00:15:00 Trust Issues & Pipeline Impact

The conversation highlights how inconsistent sales follow-up on marketing’s nurtured accounts can kill pipeline growth. Anna shares a story where marketing invested heavily in nurturing high-intent enterprise accounts, but sales didn’t fully engage, causing lost revenue opportunities. She stresses that marketing must deliver what sales values to build trust and pipeline impact.

00:17:00 Demand Gen vs ABM Focus

Anna explains that demand generation and ABM efforts can coexist but differ in approach. One-to-one ABM programs, though ideal, are often resource-intensive luxuries. Most companies focus on one-to-few campaigns, personalizing outreach at scale using data signals like content engagement and website interactions. She notes one-to-many is typically broader, less personalized demand generation or “spray and pray.”

00:20:00 Account Segmentation & Signals

Anna discusses segmenting ABM accounts based on ICP size, resources, and intent signals such as competitor usage, hiring activity, or prior relationships. She shares examples like re-engaging past champions and closed-lost accounts at opportune times by tracking budget cycles. She stresses the importance of constant data research and clustering to personalize messaging effectively.

00:23:00 CRM & Past Champions

Anna emphasizes the importance of a well-structured CRM to track account roles, champions, and changes over time. She highlights collaboration with customer success to assign account roles and update records regularly. Tools like AudienceScope or external vendors can automate tracking, but strong internal processes are essential to enable targeted ABM campaigns and funnel re-engagement.

00:26:00 Messaging & Intent Data

Anna outlines her approach to messaging: she presents core value propositions broadly and then uses Infl’s platform to monitor prospect engagement levels. Based on content consumption depth—such as report downloads or time spent—she tailors follow-ups, distinguishing between casual interest and high buying intent, optimizing the nurture and outreach cadence.

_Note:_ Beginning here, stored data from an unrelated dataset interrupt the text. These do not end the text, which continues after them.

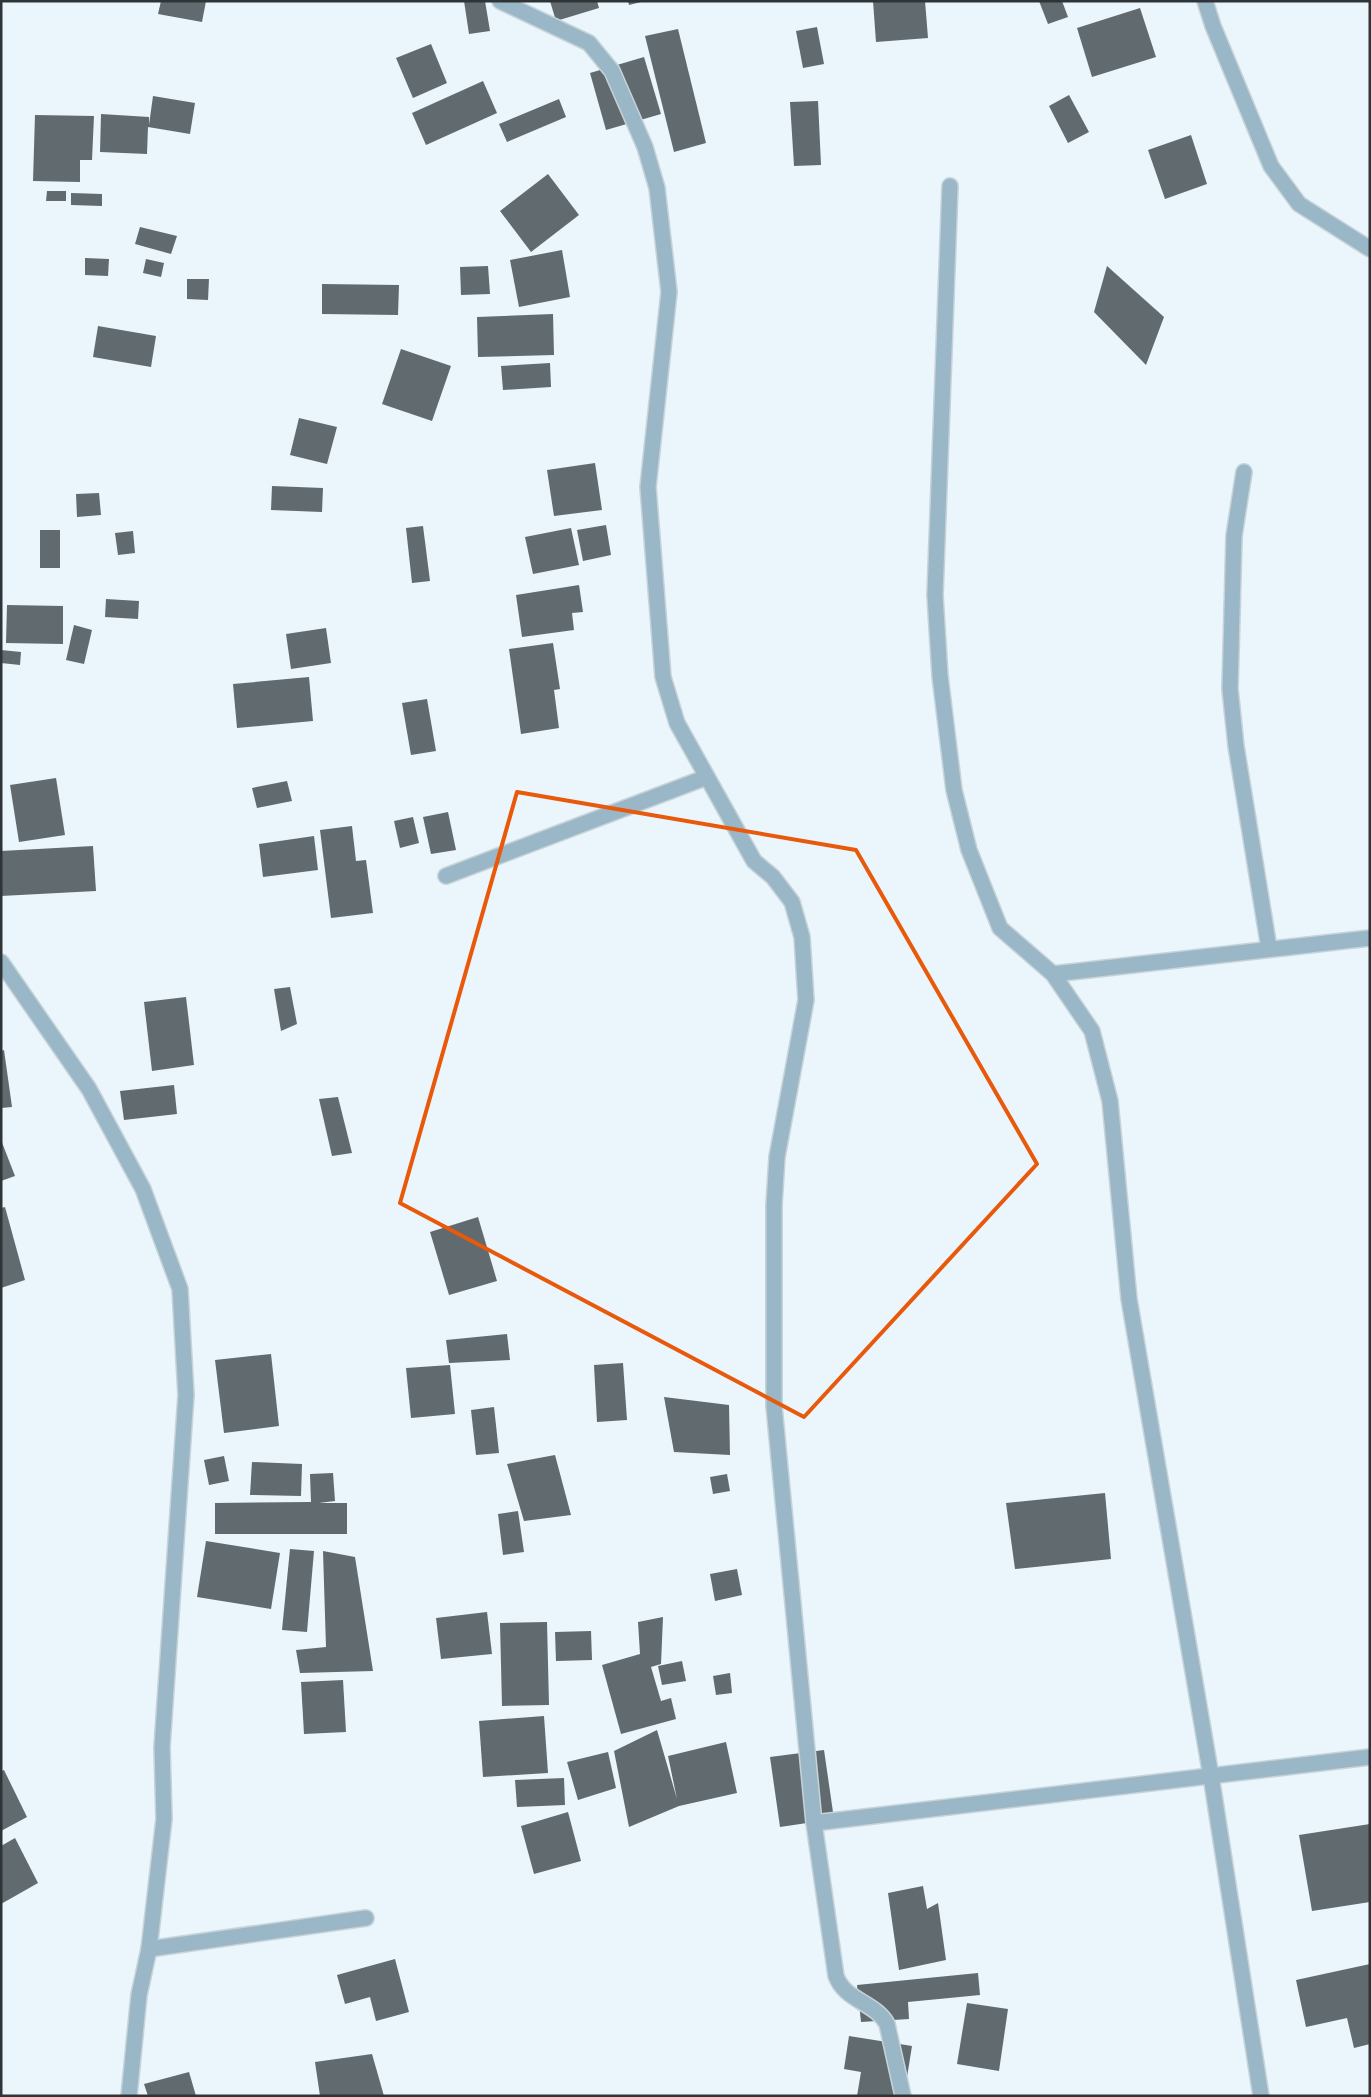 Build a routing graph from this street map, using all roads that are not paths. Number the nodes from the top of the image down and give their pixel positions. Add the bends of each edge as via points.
1 (500, 1) edge
2 (1205, 1) edge
3 (950, 186) dead end
4 (1370, 249) edge
5 (1244, 472) dead end
6 (707, 777) junction
7 (446, 876) dead end
8 (1370, 938) edge
9 (1270, 948) junction
10 (1, 962) edge
11 (1053, 974) junction
12 (1370, 1757) edge
13 (1211, 1776) junction
14 (814, 1823) junction
15 (366, 1918) dead end
16 (149, 1949) junction
17 (129, 2096) edge
18 (903, 2096) edge
19 (1260, 2096) edge

1 - 6 street via 589,43 612,71 645,147 657,188 669,292 648,487 662,677 677,722
2 - 4 street via 1271,166 1299,204
3 - 11 street via 935,595 940,676 952,771 969,850 1000,928
5 - 9 street via 1234,536 1230,689 1236,746
6 - 7 street
6 - 14 street via 754,861 792,902 802,937 806,1000 777,1158 774,1205 774,1406
8 - 9 street
9 - 11 street
10 - 16 street via 89,1089 143,1188 180,1289 186,1395 162,1747 164,1819
11 - 13 street via 1092,1031 1110,1101 1129,1299
12 - 13 street
13 - 14 street
13 - 19 street
14 - 18 street via 836,1976 845,1992 873,2008 885,2020
15 - 16 street
16 - 17 street via 139,1995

00:28:30 Startup vs Enterprise Tactics

Anna contrasts selling to startups versus large enterprises. Startups tend to have short sales cycles, with CEOs often as decision-makers, requiring direct and fast engagement. Enterprises have long, complex procurement processes involving many personas and buying committee members, necessitating varied content and longer nurturing timelines. These require completely different ABM programs and expectations.

00:30:00 Prioritizing ABM Programs & Close

Anna advises that prioritization depends on ICP and business goals: if SMBs fit your ICP and offer faster closes, focus there for volume and speed; if your business depends on enterprises, invest in building robust, long-term ABM programs. Both can run simultaneously if resources allow, but strategic focus should align with company objectives. The episode ends with thanks and appreciation for Anna’s practical insights.

Profile Anna Tsymbalist Head of ABM at Influ2 LinkedIn

Anna Tsymbalist is the Head of ABM at Influ2, where she leads precision-driven, contact-level ABM programs for global enterprise accounts. She is widely recognized for scaling data-led ABM motions that helped Influ2 achieve over 120% growth in ABM-influenced revenue. Her work focuses on building measurable, multi-channel programs that tie marketing engagement directly to pipeline impact.

Show Notes-

In this episode, we sat down with Anna Tsymbalist to talk about what ABM actually looks like when you’re trying to drive revenue, not just run campaigns for the sake of activity.

This conversation goes into:
-Why most ABM programs look good in dashboards but don’t move pipeline.
-How to tighten the Sales + Marketing loop (without adding more process).
-Personalization that’s practical, not performative.
-The small things that change deal momentum but rarely get discussed.

Nothing exaggerated. No “10x secrets.”
Just two people who’ve spent enough time in ABM to know what matters and what’s noise.